● Problem to solve
Nothing in the entries may be altered; copy them in full.

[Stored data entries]
▼▼▼
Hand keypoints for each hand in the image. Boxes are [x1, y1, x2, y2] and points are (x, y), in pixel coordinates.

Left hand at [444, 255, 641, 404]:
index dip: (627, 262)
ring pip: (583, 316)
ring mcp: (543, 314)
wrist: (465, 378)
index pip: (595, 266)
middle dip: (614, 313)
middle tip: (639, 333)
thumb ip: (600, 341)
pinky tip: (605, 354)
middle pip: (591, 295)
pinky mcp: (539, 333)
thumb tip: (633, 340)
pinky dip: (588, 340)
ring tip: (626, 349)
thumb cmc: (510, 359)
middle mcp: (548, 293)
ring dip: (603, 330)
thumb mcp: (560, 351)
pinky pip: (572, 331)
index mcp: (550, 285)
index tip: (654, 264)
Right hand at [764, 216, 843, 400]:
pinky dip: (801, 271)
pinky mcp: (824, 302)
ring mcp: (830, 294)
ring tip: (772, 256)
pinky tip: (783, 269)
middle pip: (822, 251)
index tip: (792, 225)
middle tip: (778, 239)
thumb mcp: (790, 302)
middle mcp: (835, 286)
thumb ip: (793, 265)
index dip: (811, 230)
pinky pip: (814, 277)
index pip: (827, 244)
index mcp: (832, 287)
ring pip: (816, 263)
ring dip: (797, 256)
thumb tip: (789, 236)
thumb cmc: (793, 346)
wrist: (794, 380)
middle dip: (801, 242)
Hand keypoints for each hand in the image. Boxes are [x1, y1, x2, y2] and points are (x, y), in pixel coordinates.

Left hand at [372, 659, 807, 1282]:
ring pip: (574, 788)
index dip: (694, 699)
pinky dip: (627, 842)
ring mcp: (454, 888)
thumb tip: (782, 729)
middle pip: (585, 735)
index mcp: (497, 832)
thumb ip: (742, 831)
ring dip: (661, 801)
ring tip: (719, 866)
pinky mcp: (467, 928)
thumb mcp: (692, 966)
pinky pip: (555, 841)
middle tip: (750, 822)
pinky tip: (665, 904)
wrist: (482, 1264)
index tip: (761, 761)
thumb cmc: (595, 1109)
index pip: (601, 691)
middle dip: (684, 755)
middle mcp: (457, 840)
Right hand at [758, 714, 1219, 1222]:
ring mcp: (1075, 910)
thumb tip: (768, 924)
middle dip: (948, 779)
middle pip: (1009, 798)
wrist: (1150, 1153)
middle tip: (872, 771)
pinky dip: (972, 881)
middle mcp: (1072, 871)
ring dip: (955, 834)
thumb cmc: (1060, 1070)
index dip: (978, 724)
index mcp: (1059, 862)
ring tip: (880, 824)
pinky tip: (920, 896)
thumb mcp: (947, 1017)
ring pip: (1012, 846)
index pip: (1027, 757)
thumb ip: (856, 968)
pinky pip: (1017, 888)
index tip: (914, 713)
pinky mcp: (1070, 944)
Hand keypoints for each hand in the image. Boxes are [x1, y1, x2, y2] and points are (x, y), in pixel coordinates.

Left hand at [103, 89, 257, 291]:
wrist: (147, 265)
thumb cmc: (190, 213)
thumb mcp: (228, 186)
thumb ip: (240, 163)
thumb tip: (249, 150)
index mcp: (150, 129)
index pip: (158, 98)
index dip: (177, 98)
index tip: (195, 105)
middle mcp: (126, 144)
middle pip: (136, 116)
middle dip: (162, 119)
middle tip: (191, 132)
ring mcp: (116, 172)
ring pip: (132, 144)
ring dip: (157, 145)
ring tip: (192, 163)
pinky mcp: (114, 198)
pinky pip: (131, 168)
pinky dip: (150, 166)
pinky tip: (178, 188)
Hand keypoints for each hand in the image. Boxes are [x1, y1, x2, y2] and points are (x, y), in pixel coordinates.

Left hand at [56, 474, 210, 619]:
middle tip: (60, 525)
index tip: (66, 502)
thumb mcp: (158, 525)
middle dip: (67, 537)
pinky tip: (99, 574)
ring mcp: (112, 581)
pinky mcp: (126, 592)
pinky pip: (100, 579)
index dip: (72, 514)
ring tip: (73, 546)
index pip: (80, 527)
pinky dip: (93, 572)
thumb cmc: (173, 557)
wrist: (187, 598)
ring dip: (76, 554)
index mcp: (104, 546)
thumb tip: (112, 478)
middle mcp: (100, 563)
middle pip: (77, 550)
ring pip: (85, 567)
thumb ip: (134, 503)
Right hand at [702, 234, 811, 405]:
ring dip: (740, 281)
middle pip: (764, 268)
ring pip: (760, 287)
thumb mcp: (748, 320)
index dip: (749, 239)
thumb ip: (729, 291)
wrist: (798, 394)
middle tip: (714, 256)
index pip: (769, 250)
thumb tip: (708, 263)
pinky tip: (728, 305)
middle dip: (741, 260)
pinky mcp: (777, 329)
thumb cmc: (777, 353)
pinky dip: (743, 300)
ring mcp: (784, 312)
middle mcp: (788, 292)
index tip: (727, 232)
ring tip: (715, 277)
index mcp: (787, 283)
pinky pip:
▲▲▲
● Answer box
Hand keypoints for each hand in the image. Boxes are [x1, y1, x2, y2] and points are (x, y), in pixel coordinates.

Left hand at [444, 255, 641, 404]:
index dip: (627, 262)
ring pip: (583, 316)
ring mcp: (543, 314)
wrist: (465, 378)
index pip: (595, 266)
middle dip: (614, 313)
middle tip: (639, 333)
thumb ip: (600, 341)
pinky tip: (605, 354)
middle pip: (591, 295)
pinky mcp: (539, 333)
thumb tip: (633, 340)
pinky dip: (588, 340)
ring tip: (626, 349)
thumb cmc: (510, 359)
middle mcp: (548, 293)
ring dip: (603, 330)
thumb mcp: (560, 351)
pinky pip: (572, 331)
index mcp: (550, 285)
index tip: (654, 264)
Right hand at [764, 216, 843, 400]:
pinky dip: (801, 271)
pinky mcp: (824, 302)
ring mcp: (830, 294)
ring tip: (772, 256)
pinky tip: (783, 269)
middle pip: (822, 251)
index tip: (792, 225)
middle tip: (778, 239)
thumb mcp: (790, 302)
middle mcp: (835, 286)
thumb ip: (793, 265)
index dip: (811, 230)
pinky pip: (814, 277)
index pip: (827, 244)
index mcp: (832, 287)
ring pip: (816, 263)
ring dip: (797, 256)
thumb tip: (789, 236)
thumb cmc: (793, 346)
wrist: (794, 380)
middle dip: (801, 242)
Hand keypoints for each hand in the image. Boxes are [x1, y1, x2, y2] and points are (x, y), in pixel coordinates.

Left hand at [372, 659, 807, 1282]:
ring pip: (574, 788)
index dip: (694, 699)
pinky dip: (627, 842)
ring mcp: (454, 888)
thumb tip: (782, 729)
middle pip: (585, 735)
index mcp: (497, 832)
thumb ip: (742, 831)
ring dip: (661, 801)
ring tip: (719, 866)
pinky mcp: (467, 928)
thumb mcp: (692, 966)
pinky pip: (555, 841)
middle tip: (750, 822)
pinky tip: (665, 904)
wrist: (482, 1264)
index tip: (761, 761)
thumb cmc: (595, 1109)
index pip: (601, 691)
middle dip: (684, 755)
middle mcp: (457, 840)
Right hand at [758, 714, 1219, 1222]:
ring mcp: (1075, 910)
thumb tip: (768, 924)
middle dip: (948, 779)
middle pip: (1009, 798)
wrist: (1150, 1153)
middle tip: (872, 771)
pinky dip: (972, 881)
middle mcp: (1072, 871)
ring dip: (955, 834)
thumb cmc: (1060, 1070)
index dip: (978, 724)
index mcp: (1059, 862)
ring tip: (880, 824)
pinky tip: (920, 896)
thumb mcp: (947, 1017)
ring pip: (1012, 846)
index pip: (1027, 757)
thumb ip: (856, 968)
pinky pip: (1017, 888)
index tip: (914, 713)
pinky mcp: (1070, 944)
Hand keypoints for each hand in the image. Boxes are [x1, y1, x2, y2] and points are (x, y), in pixel coordinates.

Left hand at [103, 89, 257, 291]:
wrist: (147, 265)
thumb cmc: (190, 213)
thumb mcp: (228, 186)
thumb ip: (240, 163)
thumb tip: (249, 150)
index mcp: (150, 129)
index pip: (158, 98)
index dip: (177, 98)
index tip: (195, 105)
middle mcp: (126, 144)
middle pip: (136, 116)
middle dip: (162, 119)
middle tip: (191, 132)
ring mcp: (116, 172)
ring pip: (132, 144)
ring dip: (157, 145)
ring tip: (192, 163)
pinky mcp: (114, 198)
pinky pip: (131, 168)
pinky dip: (150, 166)
pinky tip: (178, 188)
Hand keypoints for each hand in the image. Boxes are [x1, y1, x2, y2] and points are (x, y), in pixel coordinates.

Left hand at [56, 474, 210, 619]:
middle tip: (60, 525)
index tip: (66, 502)
thumb mcp: (158, 525)
middle dip: (67, 537)
pinky tip: (99, 574)
ring mcp: (112, 581)
pinky mcp: (126, 592)
pinky pip: (100, 579)
index dip: (72, 514)
ring tip: (73, 546)
index pip: (80, 527)
pinky dip: (93, 572)
thumb cmc: (173, 557)
wrist: (187, 598)
ring dip: (76, 554)
index mcp: (104, 546)
thumb tip: (112, 478)
middle mcp: (100, 563)
middle pip: (77, 550)
ring pip: (85, 567)
thumb ip: (134, 503)
Right hand at [702, 234, 811, 405]:
ring dip: (740, 281)
middle pip: (764, 268)
ring pip: (760, 287)
thumb mcp: (748, 320)
index dip: (749, 239)
thumb ip: (729, 291)
wrist: (798, 394)
middle tip: (714, 256)
index pip: (769, 250)
thumb tip: (708, 263)
pinky tip: (728, 305)
middle dip: (741, 260)
pinky mcp: (777, 329)
thumb cmc: (777, 353)
pinky dip: (743, 300)
ring mcp: (784, 312)
middle mcp: (788, 292)
index tip: (727, 232)
ring tip: (715, 277)
index mcp: (787, 283)
pinky pip:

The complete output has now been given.